SUPPLIED RECORDS below:
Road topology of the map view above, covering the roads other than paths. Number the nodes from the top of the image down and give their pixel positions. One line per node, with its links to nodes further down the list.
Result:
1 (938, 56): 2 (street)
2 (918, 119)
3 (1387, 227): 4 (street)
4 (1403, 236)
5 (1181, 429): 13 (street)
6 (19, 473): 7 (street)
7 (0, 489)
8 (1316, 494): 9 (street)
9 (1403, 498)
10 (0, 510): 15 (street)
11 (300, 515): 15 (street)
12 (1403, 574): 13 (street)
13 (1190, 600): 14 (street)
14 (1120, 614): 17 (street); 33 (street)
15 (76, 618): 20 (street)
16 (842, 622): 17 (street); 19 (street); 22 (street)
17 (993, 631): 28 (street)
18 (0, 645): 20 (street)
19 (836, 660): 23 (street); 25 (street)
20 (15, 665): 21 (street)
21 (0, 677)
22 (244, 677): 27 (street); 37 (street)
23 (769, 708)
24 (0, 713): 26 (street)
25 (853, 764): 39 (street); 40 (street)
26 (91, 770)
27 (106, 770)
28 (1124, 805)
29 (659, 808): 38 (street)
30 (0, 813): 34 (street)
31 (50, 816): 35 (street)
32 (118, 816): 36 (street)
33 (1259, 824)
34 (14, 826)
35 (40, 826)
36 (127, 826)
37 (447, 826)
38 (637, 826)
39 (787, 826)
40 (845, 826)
End of SUPPLIED RECORDS.
Each line above must be reproduced exactly.

» **WORKED SOLUTION**:
Road topology of the map view above, covering the roads other than paths. Number the nodes from the top of the image down and give their pixel positions. One line per node, with its links to nodes further down the list.
Result:
1 (938, 56): 2 (street)
2 (918, 119)
3 (1387, 227): 4 (street)
4 (1403, 236)
5 (1181, 429): 13 (street)
6 (19, 473): 7 (street)
7 (0, 489)
8 (1316, 494): 9 (street)
9 (1403, 498)
10 (0, 510): 15 (street)
11 (300, 515): 15 (street)
12 (1403, 574): 13 (street)
13 (1190, 600): 14 (street)
14 (1120, 614): 17 (street); 33 (street)
15 (76, 618): 20 (street)
16 (842, 622): 17 (street); 19 (street); 22 (street)
17 (993, 631): 28 (street)
18 (0, 645): 20 (street)
19 (836, 660): 23 (street); 25 (street)
20 (15, 665): 21 (street)
21 (0, 677)
22 (244, 677): 27 (street); 37 (street)
23 (769, 708)
24 (0, 713): 26 (street)
25 (853, 764): 39 (street); 40 (street)
26 (91, 770)
27 (106, 770)
28 (1124, 805)
29 (659, 808): 38 (street)
30 (0, 813): 34 (street)
31 (50, 816): 35 (street)
32 (118, 816): 36 (street)
33 (1259, 824)
34 (14, 826)
35 (40, 826)
36 (127, 826)
37 (447, 826)
38 (637, 826)
39 (787, 826)
40 (845, 826)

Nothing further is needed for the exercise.